───── Records for this exercise

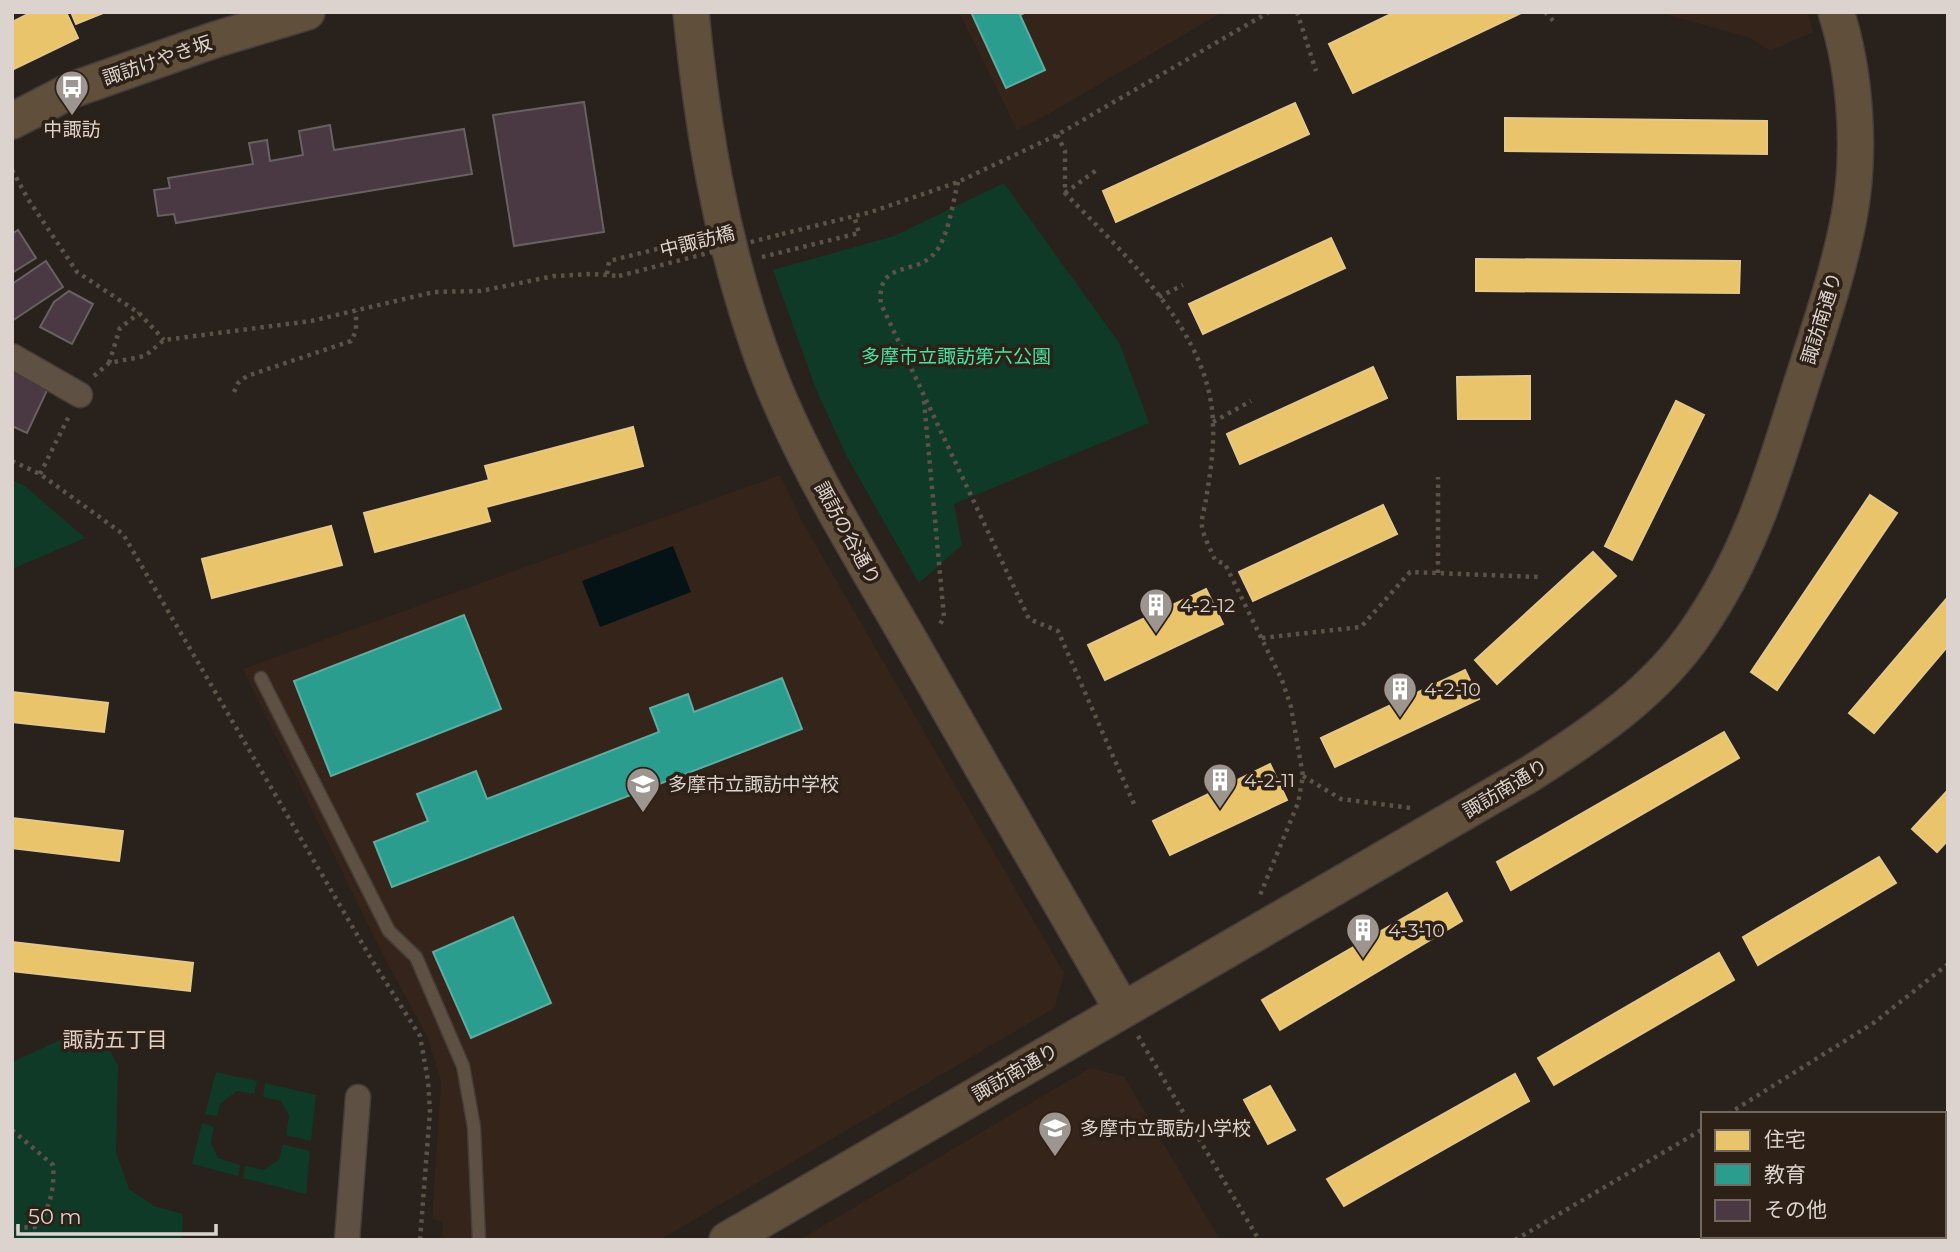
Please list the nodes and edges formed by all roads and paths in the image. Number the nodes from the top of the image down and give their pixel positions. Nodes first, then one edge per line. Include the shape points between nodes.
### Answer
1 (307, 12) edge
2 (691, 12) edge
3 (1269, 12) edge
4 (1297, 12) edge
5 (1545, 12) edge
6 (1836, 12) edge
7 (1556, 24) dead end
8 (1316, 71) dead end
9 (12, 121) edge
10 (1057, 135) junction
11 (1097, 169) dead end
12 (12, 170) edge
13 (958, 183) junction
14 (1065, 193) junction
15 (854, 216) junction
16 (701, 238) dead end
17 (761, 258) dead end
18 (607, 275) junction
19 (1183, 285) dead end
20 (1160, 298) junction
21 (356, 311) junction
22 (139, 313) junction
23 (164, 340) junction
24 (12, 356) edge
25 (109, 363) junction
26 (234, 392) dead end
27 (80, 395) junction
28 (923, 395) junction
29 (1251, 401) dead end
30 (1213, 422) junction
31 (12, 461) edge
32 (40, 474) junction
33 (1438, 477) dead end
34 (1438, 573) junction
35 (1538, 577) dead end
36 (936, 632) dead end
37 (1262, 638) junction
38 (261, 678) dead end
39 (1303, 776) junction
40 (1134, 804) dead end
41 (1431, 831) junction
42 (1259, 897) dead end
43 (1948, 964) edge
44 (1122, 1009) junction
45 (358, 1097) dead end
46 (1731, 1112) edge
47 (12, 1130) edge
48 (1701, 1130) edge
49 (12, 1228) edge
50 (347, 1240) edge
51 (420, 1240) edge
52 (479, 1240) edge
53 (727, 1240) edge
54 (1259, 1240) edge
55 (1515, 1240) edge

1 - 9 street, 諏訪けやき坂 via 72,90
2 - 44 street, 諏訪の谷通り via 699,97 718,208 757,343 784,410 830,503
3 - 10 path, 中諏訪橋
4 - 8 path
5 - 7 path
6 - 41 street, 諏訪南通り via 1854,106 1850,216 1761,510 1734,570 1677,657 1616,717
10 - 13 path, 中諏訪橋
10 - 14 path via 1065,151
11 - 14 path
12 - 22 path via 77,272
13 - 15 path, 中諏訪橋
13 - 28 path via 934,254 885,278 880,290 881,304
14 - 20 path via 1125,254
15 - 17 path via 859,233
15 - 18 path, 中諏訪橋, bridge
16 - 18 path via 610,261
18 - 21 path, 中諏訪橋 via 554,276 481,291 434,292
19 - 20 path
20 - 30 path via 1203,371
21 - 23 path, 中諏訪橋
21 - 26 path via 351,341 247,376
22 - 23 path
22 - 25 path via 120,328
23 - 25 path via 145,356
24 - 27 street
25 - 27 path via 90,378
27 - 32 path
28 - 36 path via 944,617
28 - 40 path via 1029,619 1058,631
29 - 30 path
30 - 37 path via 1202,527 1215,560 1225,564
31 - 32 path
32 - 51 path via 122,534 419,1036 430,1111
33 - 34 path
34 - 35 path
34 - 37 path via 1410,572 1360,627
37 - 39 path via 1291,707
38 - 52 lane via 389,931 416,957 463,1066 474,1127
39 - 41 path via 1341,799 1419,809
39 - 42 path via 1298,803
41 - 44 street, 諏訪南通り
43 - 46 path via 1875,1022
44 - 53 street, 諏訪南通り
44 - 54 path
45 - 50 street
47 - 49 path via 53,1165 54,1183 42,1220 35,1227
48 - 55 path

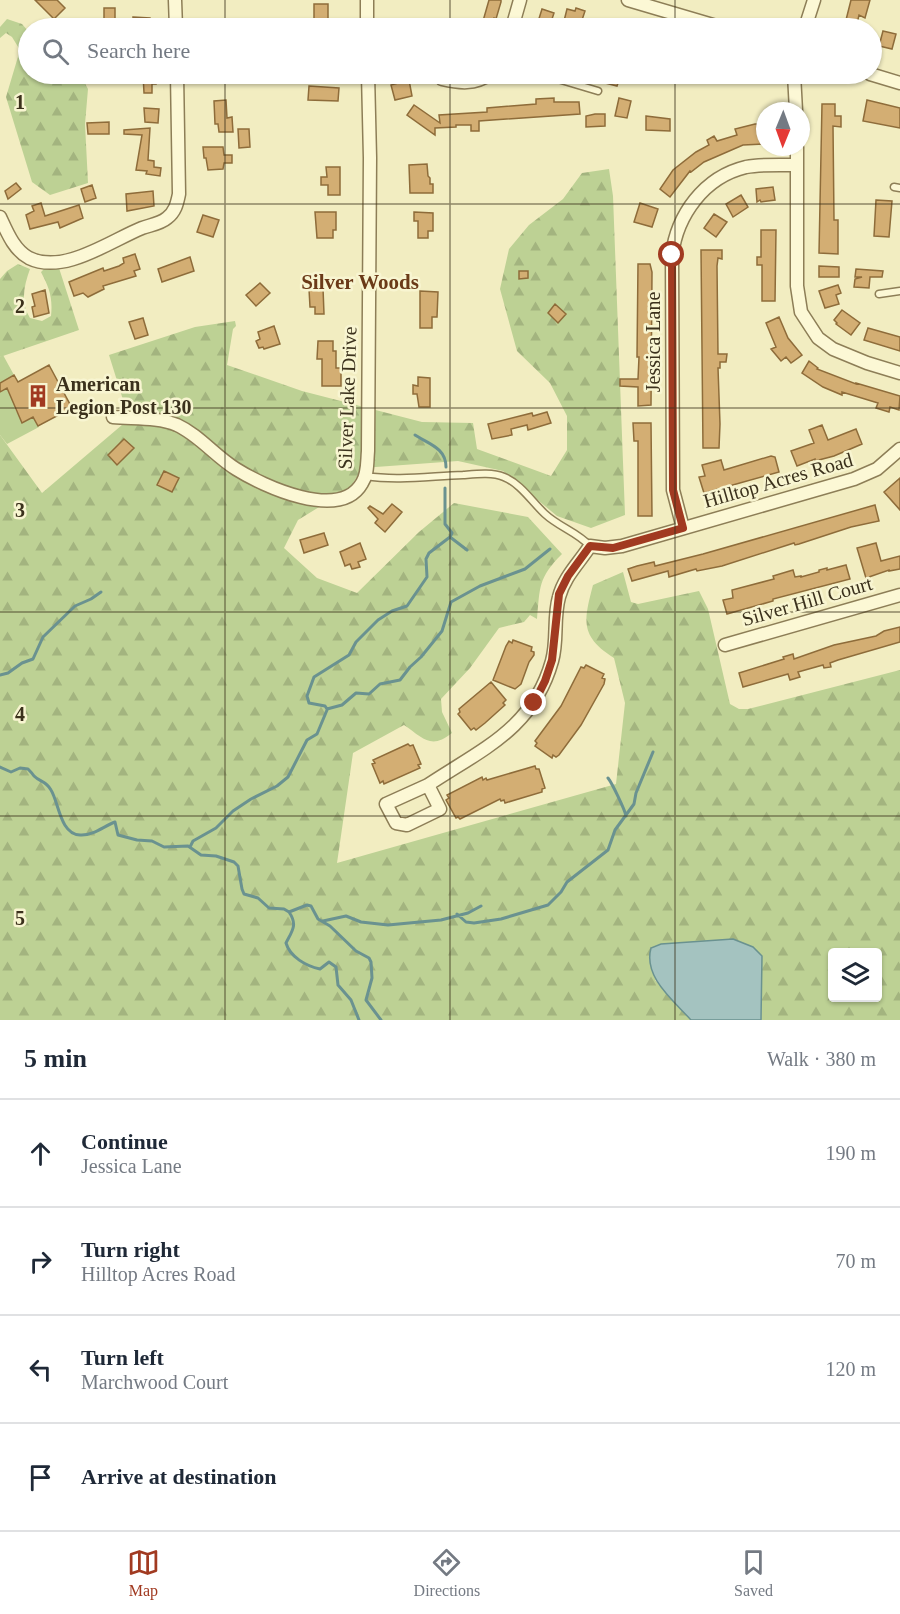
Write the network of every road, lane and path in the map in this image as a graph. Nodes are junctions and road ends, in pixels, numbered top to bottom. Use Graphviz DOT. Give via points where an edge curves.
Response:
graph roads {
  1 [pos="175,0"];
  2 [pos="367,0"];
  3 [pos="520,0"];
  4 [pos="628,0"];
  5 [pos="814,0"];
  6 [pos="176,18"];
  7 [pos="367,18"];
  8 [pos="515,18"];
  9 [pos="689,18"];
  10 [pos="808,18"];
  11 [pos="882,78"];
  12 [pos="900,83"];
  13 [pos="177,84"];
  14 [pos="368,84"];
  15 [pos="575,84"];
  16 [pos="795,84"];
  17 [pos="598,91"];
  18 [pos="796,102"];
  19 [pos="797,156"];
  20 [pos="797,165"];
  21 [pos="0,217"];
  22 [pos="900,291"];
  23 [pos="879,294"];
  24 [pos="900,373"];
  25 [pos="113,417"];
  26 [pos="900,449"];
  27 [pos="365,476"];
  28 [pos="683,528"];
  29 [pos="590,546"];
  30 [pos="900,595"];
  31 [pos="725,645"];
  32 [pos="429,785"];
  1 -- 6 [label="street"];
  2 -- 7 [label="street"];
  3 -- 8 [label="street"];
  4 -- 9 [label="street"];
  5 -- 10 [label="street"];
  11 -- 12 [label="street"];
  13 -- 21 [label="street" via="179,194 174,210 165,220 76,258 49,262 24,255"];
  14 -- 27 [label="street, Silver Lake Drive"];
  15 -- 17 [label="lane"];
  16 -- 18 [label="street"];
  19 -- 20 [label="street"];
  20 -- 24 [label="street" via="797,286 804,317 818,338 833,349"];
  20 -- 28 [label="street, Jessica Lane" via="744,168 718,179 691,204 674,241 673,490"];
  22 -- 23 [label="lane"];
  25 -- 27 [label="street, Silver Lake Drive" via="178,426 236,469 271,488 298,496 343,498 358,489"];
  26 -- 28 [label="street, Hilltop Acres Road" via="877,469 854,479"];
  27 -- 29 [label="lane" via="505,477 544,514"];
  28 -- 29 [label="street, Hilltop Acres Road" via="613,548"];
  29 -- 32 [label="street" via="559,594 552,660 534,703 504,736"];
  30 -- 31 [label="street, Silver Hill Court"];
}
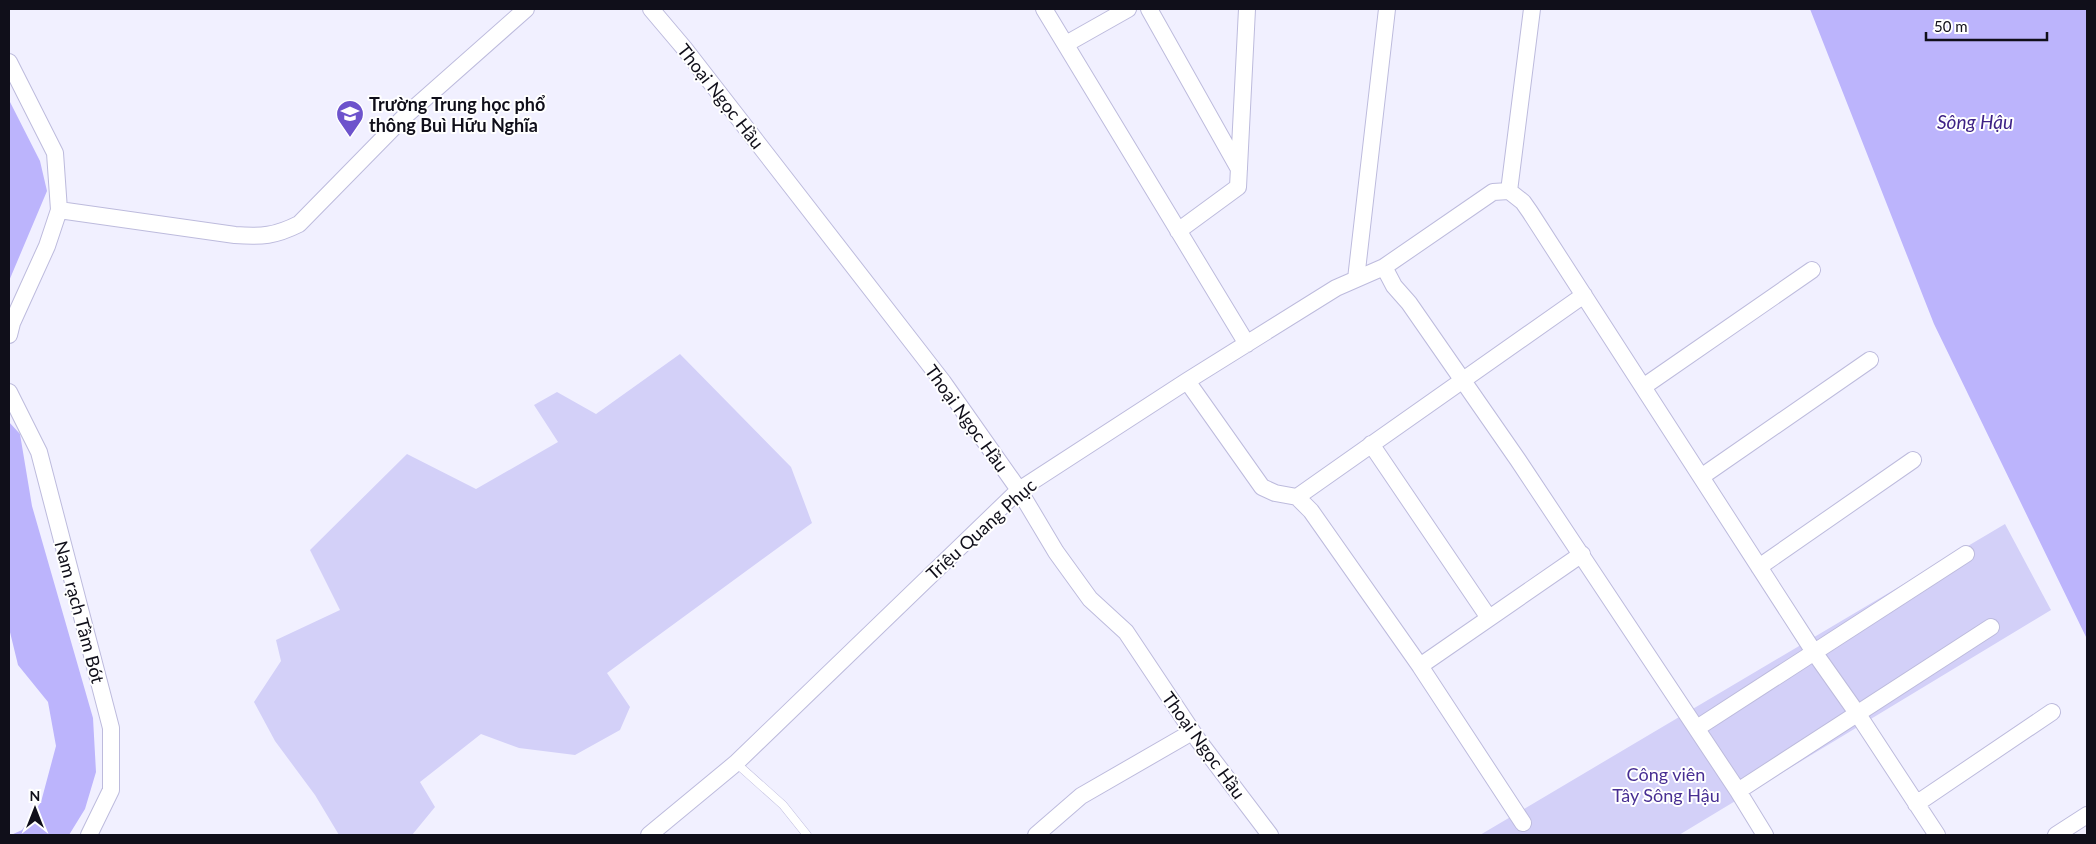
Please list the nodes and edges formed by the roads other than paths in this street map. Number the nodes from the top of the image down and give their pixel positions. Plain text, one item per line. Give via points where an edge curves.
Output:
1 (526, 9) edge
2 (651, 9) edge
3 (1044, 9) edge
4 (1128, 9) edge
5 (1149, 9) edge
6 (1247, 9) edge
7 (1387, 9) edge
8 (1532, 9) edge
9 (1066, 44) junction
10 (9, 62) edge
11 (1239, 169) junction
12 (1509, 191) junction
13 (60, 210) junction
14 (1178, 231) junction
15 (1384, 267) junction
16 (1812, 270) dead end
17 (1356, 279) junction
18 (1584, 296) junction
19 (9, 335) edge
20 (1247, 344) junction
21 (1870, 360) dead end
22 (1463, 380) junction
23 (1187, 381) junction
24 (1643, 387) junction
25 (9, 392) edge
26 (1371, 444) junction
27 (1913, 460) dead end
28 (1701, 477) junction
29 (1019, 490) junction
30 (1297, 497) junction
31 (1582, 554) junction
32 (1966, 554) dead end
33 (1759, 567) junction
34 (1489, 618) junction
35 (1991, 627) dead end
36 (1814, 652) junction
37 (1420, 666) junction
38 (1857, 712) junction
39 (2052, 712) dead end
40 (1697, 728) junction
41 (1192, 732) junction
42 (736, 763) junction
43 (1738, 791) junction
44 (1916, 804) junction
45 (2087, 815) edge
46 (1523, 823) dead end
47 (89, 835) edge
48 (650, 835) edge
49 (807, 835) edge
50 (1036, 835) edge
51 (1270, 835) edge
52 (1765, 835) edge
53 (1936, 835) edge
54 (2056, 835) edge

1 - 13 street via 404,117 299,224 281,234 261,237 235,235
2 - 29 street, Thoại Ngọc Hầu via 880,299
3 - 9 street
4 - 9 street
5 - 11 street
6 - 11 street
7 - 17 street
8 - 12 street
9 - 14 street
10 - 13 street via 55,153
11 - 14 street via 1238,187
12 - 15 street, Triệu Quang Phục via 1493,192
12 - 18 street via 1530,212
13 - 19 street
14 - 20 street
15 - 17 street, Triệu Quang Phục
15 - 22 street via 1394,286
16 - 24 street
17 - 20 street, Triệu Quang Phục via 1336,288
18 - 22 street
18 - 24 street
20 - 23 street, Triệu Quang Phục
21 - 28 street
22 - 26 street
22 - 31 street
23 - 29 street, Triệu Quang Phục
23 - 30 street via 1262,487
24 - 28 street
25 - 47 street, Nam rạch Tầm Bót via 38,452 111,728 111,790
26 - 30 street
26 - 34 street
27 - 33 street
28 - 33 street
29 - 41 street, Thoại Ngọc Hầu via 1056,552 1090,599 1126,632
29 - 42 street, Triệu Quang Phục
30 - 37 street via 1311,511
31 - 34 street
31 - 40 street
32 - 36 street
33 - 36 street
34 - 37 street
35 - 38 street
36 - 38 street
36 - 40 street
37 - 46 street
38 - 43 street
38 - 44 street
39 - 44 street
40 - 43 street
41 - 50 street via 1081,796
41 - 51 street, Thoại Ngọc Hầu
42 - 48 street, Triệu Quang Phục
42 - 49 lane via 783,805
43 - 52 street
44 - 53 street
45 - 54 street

──────────

- Aim of the task
Find the lines above holding the word "中諏訪橋" and show them.

- Response to the exercise
3 - 10 path, 中諏訪橋
10 - 13 path, 中諏訪橋
13 - 15 path, 中諏訪橋
15 - 18 path, 中諏訪橋, bridge
18 - 21 path, 中諏訪橋 via 554,276 481,291 434,292
21 - 23 path, 中諏訪橋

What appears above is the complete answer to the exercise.